Le 4 septembre 2025, la Cour de justice de l’Union européenne (CJUE) a rendu un arrêt très attendu sur la qualification juridique des données pseudonymisées. Elle a jugé que ces données demeurent des données personnelles dès lors qu’elles se rapportent à une personne identifiable, mais qu’elles ne revêtent ce caractère pour un destinataire externe que si celui-ci possède les moyens de ré-identifier l’auteur.
Une affaire issue de la faillite de Banco Popular
Le litige trouve ses origines dans la crise bancaire espagnole de 2017. Face à la faillite de Banco Popular, la banque fut reprise par Santander dans le cadre du mécanisme européen de résolution bancaire. Le Conseil de résolution unique (CRU), autorité chargée de piloter cette opération, avait alors mis en place une procédure de consultation. Actionnaires et créanciers concernés pouvaient soumettre leurs observations sur une plateforme dédiée, après enregistrement de leurs données d’identité.
Ces contributions, une fois collectées, furent transmises au cabinet Deloitte sous une forme pseudonymisée afin d’évaluer l’impact de la résolution. Mais en 2022, le Contrôleur européen de la protection des données (CEPD) avait sanctionné le CRU pour défaut de transparence, considérant que l’information fournie aux participants sur les destinataires des données n’avait pas été complète.
Le cœur du débat : qu’est-ce qu’une donnée personnelle ?
Au centre de l’affaire se trouvait une question essentielle : les commentaires pseudonymisés fournis à Deloitte étaient-ils ou non des données personnelles au sens du Règlement général sur la protection des données (RGPD) ?
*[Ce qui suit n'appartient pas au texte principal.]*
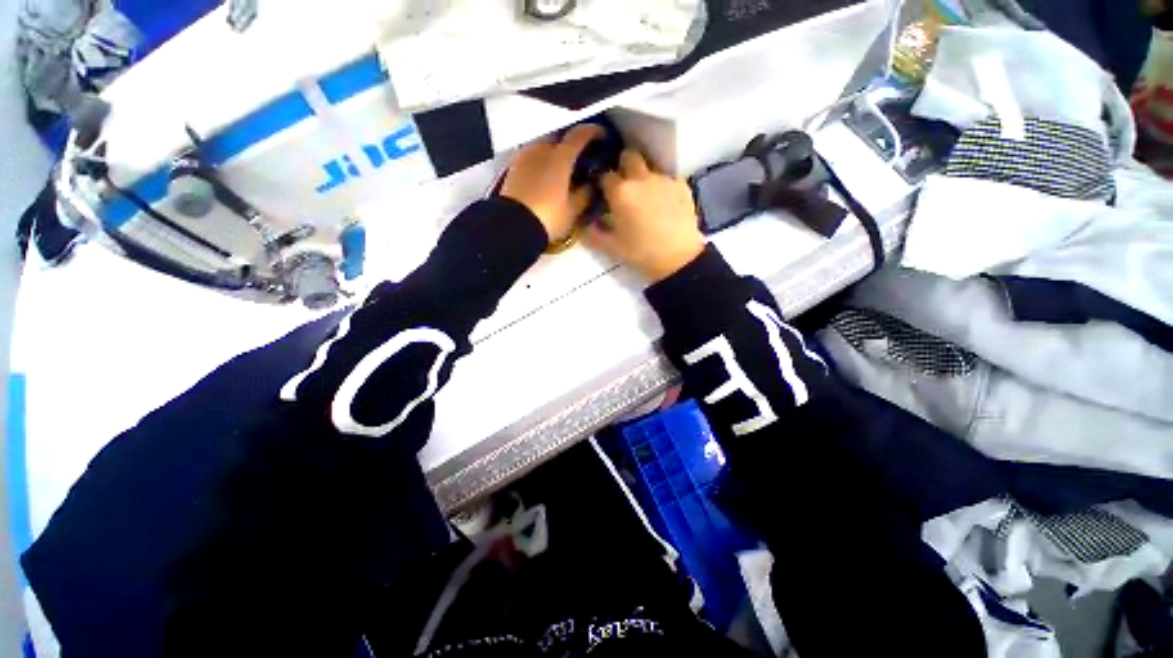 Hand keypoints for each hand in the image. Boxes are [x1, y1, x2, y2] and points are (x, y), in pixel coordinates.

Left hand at [501, 124, 602, 241]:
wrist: (513, 226)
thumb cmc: (548, 217)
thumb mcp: (573, 210)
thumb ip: (586, 194)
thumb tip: (592, 185)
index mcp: (560, 157)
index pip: (579, 135)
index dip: (593, 132)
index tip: (603, 136)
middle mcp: (542, 149)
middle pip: (560, 136)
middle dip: (572, 141)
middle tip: (582, 154)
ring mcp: (525, 156)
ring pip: (544, 144)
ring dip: (555, 150)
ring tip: (563, 165)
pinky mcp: (514, 167)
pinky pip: (532, 155)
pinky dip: (542, 158)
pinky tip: (546, 172)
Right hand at [584, 150, 704, 282]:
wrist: (678, 259)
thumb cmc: (641, 253)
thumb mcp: (612, 248)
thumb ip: (594, 234)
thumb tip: (586, 224)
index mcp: (621, 191)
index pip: (605, 175)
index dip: (603, 183)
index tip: (604, 193)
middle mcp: (641, 178)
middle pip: (629, 156)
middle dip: (624, 166)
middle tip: (625, 185)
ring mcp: (664, 179)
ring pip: (650, 167)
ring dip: (644, 177)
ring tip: (647, 198)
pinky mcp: (682, 185)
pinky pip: (667, 179)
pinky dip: (662, 187)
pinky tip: (664, 204)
Le CRU soutenait que non, estimant que Deloitte n’avait pas en pratique la possibilité d’identifier les auteurs des contributions. Selon lui, la pseudonymisation créait une barrière suffisante pour faire perdre aux données leur caractère personnel.
Le Contrôleur européen de la protection des données défendait la thèse inverse, pointant que les opinions exprimées dans les commentaires restaient liées à des individus initialement identifiables, ce qui leur donnait la nature de données personnelles.
La décision de la CJUE
La Cour tranche désormais avec une solution nuancée :
• Une donnée pseudonymisée reste une donnée personnelle pour l’entité responsable du traitement initial (ici le CRU), puisqu’elle conserve la capacité technique de ré-identifier les personnes.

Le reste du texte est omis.